* **WHAT YOU ARE ASKED TO DO**:
Pictures aside, return all of the records exactly as they stand.

TASK INPUTS below:

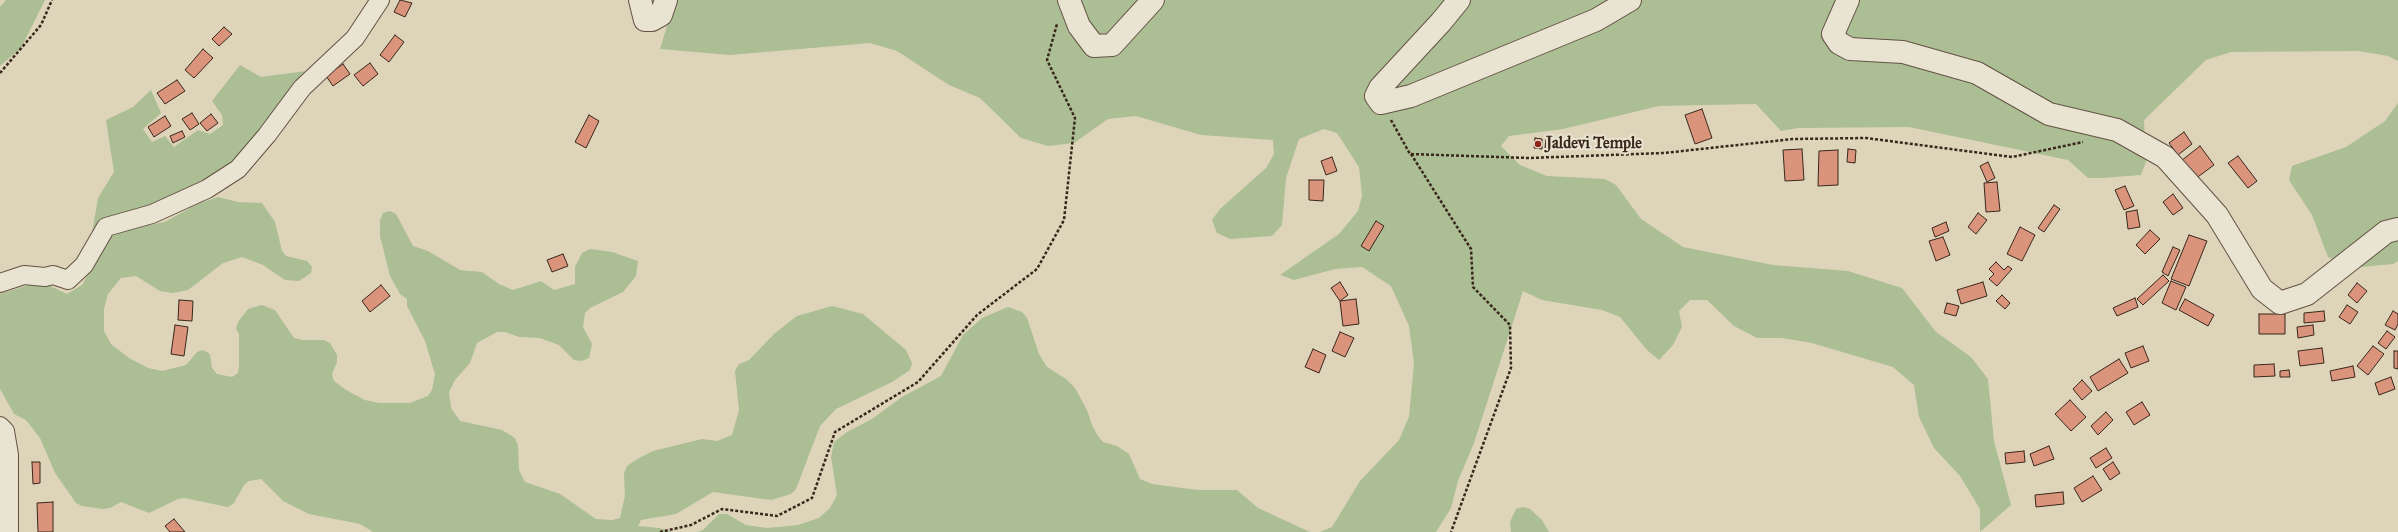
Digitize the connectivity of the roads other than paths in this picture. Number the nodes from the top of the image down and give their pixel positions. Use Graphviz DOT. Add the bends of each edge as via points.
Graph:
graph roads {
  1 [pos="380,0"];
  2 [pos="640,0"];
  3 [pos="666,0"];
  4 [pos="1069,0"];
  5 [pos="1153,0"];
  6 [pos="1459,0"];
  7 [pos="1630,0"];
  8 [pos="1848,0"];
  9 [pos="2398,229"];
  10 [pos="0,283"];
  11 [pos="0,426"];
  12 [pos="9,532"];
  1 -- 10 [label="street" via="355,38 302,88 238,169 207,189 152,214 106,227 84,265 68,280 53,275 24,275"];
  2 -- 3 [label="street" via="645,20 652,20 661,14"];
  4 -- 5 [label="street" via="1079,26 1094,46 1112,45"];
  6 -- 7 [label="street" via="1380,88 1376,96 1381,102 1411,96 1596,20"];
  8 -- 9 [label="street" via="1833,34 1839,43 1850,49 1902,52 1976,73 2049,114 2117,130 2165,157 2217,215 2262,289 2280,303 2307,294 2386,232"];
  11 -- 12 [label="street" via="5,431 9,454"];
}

End of TASK INPUTS.

* **RESPONSE TO THE TASK**:
Digitize the connectivity of the roads other than paths in this picture. Number the nodes from the top of the image down and give their pixel positions. Use Graphviz DOT. Add the bends of each edge as via points.
Graph:
graph roads {
  1 [pos="380,0"];
  2 [pos="640,0"];
  3 [pos="666,0"];
  4 [pos="1069,0"];
  5 [pos="1153,0"];
  6 [pos="1459,0"];
  7 [pos="1630,0"];
  8 [pos="1848,0"];
  9 [pos="2398,229"];
  10 [pos="0,283"];
  11 [pos="0,426"];
  12 [pos="9,532"];
  1 -- 10 [label="street" via="355,38 302,88 238,169 207,189 152,214 106,227 84,265 68,280 53,275 24,275"];
  2 -- 3 [label="street" via="645,20 652,20 661,14"];
  4 -- 5 [label="street" via="1079,26 1094,46 1112,45"];
  6 -- 7 [label="street" via="1380,88 1376,96 1381,102 1411,96 1596,20"];
  8 -- 9 [label="street" via="1833,34 1839,43 1850,49 1902,52 1976,73 2049,114 2117,130 2165,157 2217,215 2262,289 2280,303 2307,294 2386,232"];
  11 -- 12 [label="street" via="5,431 9,454"];
}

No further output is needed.